╭─ TASK DATA

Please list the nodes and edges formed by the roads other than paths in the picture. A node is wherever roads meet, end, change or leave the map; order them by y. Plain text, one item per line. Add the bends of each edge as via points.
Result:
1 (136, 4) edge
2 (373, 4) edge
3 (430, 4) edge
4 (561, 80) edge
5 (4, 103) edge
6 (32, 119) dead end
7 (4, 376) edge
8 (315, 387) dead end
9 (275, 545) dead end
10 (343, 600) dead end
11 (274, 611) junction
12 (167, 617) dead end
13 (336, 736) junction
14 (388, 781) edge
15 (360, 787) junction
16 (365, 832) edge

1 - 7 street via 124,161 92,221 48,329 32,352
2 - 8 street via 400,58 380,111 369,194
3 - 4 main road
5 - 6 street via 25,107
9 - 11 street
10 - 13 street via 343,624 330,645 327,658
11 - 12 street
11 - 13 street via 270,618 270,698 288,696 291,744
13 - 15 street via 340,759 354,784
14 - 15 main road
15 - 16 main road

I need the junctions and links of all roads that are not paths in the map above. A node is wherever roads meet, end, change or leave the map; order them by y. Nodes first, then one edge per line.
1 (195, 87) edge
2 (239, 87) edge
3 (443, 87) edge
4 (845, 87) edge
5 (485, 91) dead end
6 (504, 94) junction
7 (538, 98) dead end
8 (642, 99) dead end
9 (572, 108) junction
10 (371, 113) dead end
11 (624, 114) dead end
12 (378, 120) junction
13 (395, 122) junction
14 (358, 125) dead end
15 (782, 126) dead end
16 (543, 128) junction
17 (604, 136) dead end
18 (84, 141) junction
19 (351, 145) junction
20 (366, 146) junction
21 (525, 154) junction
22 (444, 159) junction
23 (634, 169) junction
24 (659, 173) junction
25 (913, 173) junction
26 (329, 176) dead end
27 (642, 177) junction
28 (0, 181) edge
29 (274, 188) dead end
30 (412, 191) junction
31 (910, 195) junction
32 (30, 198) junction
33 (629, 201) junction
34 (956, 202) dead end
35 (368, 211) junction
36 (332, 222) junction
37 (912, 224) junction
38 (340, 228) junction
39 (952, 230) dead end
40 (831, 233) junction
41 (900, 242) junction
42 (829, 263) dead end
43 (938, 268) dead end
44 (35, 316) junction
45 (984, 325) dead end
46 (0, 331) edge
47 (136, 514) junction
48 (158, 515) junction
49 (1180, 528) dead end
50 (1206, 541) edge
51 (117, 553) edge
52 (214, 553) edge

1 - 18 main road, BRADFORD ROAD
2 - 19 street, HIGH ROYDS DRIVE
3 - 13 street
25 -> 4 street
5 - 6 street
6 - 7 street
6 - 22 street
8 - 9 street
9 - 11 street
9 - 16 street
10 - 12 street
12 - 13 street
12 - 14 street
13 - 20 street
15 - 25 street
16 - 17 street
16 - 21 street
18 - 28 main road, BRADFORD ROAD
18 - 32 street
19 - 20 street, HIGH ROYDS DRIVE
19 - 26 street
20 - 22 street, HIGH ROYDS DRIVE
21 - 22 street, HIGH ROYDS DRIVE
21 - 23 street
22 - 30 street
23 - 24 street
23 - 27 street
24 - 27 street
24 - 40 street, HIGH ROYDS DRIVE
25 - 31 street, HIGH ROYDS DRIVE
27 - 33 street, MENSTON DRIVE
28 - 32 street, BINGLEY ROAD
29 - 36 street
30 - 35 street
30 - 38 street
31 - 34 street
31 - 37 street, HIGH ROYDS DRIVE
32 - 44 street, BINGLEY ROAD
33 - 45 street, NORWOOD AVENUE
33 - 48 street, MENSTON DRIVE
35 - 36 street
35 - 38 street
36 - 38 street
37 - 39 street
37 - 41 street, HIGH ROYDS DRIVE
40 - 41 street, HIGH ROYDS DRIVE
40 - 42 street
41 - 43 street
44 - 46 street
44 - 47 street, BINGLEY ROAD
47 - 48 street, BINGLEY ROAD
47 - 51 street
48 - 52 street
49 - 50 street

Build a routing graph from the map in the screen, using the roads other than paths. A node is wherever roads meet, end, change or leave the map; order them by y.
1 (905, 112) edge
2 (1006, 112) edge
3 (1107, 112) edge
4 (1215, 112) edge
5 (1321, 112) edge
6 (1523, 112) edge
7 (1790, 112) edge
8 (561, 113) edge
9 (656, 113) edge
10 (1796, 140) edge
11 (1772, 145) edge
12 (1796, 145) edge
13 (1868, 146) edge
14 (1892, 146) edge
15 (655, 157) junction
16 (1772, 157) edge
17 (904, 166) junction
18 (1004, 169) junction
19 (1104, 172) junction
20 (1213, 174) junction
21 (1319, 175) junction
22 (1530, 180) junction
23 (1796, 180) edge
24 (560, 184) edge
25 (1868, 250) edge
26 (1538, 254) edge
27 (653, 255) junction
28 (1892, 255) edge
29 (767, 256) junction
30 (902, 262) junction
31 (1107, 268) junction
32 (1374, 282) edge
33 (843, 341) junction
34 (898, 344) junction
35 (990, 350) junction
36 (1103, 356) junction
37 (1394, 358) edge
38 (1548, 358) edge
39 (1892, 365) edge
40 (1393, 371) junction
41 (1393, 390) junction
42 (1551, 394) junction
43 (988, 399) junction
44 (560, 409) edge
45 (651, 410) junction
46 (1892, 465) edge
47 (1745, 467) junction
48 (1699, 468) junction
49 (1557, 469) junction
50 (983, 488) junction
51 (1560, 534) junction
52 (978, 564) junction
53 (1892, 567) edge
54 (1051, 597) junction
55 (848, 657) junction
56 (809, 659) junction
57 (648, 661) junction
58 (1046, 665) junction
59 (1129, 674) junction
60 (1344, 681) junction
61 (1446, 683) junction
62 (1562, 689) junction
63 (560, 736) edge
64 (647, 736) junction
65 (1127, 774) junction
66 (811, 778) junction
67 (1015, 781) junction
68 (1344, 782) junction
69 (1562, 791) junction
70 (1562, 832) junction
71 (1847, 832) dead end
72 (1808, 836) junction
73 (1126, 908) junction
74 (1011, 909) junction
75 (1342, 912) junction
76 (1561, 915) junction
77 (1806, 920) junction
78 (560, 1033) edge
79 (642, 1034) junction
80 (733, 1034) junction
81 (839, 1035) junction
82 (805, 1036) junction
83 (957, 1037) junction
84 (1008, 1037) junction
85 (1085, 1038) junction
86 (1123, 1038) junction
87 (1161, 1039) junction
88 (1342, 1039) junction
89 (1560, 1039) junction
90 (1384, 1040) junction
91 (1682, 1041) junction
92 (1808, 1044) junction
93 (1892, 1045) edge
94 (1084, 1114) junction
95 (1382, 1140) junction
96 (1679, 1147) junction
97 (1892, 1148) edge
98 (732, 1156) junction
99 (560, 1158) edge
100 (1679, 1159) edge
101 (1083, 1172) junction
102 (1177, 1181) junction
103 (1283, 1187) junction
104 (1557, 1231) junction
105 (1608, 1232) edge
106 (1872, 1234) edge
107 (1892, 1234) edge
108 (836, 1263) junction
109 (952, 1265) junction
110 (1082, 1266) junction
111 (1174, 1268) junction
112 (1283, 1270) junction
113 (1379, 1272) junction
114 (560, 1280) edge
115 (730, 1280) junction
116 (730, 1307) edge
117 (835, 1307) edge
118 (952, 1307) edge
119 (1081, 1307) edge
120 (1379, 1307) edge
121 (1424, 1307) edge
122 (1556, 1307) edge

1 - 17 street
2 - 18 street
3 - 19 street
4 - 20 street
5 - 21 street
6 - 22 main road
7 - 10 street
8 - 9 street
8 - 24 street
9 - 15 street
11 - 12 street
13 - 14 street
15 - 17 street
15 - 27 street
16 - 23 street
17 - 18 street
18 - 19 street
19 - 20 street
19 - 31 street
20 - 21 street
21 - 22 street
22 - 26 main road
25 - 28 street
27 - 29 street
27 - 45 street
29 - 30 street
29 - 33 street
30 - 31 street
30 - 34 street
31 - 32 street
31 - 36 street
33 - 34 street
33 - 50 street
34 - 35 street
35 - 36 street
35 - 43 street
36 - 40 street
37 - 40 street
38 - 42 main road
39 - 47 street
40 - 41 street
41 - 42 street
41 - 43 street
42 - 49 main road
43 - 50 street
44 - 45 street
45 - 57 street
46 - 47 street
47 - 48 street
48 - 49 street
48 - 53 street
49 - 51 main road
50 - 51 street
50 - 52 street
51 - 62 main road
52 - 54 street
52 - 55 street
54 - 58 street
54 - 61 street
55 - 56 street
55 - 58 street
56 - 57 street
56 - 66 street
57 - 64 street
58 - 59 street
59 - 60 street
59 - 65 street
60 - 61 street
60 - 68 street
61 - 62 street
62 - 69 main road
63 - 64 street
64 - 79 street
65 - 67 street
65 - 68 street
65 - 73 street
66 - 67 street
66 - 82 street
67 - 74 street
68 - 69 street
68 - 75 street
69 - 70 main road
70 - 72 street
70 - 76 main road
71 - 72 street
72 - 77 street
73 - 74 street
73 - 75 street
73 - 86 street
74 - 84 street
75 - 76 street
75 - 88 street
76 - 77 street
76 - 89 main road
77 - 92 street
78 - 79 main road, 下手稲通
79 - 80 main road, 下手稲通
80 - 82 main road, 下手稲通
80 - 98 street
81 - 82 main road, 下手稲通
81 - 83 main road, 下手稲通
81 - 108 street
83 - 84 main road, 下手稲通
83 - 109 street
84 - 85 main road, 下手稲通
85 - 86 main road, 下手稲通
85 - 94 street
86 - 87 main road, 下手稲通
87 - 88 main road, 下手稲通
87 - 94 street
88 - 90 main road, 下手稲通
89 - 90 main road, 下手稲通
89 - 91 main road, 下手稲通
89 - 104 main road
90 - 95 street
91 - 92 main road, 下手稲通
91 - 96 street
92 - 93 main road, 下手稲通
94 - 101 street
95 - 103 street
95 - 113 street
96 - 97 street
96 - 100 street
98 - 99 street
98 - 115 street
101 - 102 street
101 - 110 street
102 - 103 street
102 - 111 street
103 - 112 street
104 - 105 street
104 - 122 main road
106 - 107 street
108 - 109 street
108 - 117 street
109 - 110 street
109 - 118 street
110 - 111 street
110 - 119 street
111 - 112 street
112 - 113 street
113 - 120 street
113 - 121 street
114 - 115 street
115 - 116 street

╰─

* [EXERCISE DIRECTIONS]:
Return every line of the records in which the word "MENSTON" is found.

* [RESULT BELOW]:
27 - 33 street, MENSTON DRIVE
33 - 48 street, MENSTON DRIVE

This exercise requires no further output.